ACTIVITY: Scan the material below for the string "number", and copy every line where it shows up.

_ _ _ _

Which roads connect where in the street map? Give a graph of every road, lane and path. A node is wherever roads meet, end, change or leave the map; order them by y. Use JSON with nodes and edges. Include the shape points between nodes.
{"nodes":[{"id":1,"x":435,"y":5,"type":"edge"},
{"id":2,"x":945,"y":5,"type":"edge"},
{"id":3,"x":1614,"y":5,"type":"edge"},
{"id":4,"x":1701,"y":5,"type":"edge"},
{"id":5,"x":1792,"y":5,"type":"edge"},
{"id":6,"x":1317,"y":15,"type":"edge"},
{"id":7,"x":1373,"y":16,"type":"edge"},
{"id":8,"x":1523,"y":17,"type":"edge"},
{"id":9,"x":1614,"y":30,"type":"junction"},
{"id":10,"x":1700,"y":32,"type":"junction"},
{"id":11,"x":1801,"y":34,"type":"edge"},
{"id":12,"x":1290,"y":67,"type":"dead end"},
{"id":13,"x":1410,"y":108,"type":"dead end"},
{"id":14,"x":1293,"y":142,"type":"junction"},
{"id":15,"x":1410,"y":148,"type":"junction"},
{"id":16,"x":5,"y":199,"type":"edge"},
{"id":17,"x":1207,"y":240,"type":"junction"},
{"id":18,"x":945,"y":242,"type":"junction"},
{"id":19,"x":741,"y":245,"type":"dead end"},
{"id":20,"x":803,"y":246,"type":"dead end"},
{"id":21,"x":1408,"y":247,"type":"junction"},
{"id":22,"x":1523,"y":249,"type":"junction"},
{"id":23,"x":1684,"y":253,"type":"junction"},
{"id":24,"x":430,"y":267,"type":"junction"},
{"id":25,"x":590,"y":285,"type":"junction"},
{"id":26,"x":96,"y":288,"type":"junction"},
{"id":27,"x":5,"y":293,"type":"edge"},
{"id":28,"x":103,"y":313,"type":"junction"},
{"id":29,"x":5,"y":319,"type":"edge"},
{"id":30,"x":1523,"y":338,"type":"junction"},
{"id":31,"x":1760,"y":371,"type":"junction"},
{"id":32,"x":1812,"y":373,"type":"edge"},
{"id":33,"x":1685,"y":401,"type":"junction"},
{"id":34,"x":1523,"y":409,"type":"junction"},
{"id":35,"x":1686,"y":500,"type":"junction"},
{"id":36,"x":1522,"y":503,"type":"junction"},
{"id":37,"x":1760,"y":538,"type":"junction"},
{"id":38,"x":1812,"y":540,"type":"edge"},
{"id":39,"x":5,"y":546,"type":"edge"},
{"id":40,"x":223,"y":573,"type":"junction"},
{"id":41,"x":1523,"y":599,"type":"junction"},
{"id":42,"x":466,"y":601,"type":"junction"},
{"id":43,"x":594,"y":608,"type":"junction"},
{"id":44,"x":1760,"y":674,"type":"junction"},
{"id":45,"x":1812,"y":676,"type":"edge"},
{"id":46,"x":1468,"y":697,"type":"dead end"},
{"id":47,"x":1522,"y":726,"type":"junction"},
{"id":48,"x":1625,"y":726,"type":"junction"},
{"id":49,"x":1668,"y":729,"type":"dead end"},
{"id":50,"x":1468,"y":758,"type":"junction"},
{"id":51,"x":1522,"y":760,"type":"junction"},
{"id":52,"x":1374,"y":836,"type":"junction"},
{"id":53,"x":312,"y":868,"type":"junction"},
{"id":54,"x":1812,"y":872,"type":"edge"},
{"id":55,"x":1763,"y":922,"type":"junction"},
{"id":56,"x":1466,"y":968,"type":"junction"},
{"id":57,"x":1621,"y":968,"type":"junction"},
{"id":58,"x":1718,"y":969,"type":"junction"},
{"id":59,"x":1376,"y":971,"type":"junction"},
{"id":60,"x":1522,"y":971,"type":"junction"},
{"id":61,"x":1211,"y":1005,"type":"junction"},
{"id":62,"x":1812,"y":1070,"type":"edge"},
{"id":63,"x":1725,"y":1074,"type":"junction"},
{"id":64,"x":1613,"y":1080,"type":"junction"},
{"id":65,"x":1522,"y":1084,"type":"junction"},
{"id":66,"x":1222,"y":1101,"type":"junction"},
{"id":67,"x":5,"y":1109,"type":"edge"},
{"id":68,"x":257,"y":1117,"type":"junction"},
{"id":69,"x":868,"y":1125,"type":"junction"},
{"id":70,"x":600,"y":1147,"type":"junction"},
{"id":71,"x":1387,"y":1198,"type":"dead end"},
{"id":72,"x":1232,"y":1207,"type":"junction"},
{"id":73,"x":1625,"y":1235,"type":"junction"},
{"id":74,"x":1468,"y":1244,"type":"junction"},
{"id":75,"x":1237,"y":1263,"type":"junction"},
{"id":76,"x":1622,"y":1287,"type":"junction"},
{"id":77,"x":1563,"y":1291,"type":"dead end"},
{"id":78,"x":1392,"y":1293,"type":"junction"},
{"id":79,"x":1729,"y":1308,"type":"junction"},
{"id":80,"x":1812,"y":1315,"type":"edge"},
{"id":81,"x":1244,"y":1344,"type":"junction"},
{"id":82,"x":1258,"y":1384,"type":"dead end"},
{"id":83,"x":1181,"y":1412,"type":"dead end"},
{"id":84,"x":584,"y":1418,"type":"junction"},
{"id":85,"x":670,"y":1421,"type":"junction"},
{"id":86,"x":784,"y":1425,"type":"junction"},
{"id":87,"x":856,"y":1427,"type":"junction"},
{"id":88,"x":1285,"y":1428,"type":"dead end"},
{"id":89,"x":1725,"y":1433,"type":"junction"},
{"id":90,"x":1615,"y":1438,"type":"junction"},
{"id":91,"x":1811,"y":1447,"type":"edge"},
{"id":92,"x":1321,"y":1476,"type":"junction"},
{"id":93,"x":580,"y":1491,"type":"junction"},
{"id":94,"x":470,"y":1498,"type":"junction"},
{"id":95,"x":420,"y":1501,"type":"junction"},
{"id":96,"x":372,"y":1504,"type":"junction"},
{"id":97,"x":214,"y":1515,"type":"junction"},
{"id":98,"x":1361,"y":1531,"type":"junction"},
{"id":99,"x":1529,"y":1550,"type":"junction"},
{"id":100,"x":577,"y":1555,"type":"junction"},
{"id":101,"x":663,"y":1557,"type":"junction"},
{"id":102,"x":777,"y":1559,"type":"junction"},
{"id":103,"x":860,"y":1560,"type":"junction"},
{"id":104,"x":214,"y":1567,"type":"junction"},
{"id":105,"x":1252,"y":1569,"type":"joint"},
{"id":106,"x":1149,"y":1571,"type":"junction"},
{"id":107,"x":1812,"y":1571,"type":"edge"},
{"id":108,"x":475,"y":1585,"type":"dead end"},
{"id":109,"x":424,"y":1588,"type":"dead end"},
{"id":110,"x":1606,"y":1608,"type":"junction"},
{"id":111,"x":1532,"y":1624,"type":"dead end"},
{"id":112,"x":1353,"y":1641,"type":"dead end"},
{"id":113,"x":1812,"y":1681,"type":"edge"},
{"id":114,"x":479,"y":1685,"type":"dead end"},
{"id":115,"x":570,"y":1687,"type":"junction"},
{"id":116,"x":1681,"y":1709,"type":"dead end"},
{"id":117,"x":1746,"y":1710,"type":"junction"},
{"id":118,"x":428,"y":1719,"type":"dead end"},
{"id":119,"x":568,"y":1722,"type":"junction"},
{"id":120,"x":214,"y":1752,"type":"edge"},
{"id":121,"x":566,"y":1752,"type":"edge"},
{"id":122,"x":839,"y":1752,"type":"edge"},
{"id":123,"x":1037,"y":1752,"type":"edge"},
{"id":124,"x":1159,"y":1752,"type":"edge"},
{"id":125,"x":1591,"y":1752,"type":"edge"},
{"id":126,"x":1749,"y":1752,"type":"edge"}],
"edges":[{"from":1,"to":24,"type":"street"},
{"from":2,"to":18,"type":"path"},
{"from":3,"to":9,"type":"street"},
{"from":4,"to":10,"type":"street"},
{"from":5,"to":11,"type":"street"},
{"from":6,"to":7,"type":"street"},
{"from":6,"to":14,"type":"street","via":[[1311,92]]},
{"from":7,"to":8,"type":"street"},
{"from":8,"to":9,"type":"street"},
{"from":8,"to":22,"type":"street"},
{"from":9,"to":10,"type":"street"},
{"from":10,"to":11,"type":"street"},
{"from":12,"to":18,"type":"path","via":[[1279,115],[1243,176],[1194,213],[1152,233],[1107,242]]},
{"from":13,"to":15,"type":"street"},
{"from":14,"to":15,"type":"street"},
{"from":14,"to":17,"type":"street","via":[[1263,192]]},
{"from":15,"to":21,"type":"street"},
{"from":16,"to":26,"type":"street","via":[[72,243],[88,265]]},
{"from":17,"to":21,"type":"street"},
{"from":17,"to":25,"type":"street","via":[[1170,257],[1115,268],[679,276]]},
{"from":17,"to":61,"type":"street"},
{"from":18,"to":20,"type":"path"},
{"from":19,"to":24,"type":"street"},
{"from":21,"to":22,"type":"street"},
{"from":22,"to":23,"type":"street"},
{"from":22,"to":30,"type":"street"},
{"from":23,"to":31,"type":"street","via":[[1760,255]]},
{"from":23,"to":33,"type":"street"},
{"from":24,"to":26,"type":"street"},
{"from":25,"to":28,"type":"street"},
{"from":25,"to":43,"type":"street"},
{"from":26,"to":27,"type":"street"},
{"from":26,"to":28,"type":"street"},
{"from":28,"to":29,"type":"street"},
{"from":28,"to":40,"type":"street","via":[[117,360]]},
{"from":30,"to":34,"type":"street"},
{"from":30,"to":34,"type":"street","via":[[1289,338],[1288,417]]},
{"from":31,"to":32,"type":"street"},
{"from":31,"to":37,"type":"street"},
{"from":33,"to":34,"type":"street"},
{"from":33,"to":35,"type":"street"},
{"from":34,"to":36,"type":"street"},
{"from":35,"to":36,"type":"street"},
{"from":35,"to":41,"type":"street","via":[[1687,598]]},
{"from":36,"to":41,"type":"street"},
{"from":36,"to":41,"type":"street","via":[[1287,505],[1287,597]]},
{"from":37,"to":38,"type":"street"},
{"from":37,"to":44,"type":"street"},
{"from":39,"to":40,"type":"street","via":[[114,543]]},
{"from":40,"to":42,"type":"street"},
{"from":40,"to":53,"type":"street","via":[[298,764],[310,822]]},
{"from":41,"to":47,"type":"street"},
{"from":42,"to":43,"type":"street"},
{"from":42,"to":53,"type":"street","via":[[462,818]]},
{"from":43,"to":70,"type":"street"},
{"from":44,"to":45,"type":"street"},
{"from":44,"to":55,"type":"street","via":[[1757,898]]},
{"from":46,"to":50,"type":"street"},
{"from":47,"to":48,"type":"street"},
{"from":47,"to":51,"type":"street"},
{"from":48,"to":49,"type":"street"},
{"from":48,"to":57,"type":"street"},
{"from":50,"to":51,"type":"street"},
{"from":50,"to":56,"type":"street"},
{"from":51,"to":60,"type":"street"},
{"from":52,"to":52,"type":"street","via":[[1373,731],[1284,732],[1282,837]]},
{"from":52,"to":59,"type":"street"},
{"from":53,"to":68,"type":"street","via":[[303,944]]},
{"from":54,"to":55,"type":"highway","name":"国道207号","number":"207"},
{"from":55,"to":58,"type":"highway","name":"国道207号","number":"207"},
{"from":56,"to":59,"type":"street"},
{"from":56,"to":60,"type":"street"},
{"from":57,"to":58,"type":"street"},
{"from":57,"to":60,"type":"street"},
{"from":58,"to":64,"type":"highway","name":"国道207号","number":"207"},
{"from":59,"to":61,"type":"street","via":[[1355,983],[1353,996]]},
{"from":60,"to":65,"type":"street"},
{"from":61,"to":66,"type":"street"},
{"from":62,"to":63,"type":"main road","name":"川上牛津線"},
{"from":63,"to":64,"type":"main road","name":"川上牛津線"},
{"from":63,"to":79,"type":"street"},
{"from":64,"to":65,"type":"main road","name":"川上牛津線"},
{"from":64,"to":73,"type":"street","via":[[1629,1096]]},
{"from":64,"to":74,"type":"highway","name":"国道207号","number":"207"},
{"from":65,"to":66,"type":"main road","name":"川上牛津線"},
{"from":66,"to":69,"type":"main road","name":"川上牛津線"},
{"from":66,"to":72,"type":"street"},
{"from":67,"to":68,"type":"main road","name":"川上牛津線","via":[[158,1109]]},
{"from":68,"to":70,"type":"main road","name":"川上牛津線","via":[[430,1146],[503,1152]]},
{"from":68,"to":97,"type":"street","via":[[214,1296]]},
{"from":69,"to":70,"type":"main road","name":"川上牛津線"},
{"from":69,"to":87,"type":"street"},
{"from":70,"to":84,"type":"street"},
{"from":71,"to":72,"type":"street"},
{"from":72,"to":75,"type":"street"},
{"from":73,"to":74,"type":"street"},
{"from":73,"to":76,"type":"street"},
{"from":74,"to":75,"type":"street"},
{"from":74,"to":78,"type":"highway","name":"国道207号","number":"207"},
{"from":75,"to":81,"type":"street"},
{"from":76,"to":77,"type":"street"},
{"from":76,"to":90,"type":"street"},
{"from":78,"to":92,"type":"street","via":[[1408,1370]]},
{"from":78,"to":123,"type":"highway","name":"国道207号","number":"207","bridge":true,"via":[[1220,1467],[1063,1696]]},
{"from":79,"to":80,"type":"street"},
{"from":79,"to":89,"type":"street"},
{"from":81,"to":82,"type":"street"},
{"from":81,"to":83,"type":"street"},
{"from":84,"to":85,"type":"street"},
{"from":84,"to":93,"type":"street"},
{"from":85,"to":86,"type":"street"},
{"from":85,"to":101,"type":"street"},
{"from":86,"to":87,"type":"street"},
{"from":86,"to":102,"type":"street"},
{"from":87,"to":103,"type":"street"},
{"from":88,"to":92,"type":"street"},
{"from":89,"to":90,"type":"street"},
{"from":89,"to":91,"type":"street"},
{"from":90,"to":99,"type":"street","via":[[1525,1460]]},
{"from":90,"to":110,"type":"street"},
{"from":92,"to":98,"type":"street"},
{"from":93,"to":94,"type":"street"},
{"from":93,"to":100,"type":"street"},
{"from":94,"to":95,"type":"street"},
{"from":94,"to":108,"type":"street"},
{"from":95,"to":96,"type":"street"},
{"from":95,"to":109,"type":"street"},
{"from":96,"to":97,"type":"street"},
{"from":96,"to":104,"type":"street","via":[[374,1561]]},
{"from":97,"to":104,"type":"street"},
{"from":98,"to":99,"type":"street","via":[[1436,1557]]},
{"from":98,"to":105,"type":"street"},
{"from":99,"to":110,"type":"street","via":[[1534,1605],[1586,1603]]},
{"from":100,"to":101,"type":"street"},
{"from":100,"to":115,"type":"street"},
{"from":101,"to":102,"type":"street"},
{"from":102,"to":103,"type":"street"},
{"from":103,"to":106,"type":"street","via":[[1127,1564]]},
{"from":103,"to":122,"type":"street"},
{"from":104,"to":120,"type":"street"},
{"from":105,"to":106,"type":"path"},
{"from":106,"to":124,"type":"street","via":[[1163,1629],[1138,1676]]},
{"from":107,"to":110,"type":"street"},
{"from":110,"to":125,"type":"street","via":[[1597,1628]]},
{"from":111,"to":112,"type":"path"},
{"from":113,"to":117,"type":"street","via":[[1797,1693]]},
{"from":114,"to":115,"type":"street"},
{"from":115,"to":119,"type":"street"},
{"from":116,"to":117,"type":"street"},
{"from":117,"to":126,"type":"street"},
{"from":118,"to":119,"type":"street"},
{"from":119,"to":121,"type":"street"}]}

_ _ _ _

SOLUTION TO THIS PROBLEM:
{"from":54,"to":55,"type":"highway","name":"国道207号","number":"207"},
{"from":55,"to":58,"type":"highway","name":"国道207号","number":"207"},
{"from":58,"to":64,"type":"highway","name":"国道207号","number":"207"},
{"from":64,"to":74,"type":"highway","name":"国道207号","number":"207"},
{"from":74,"to":78,"type":"highway","name":"国道207号","number":"207"},
{"from":78,"to":123,"type":"highway","name":"国道207号","number":"207","bridge":true,"via":[[1220,1467],[1063,1696]]},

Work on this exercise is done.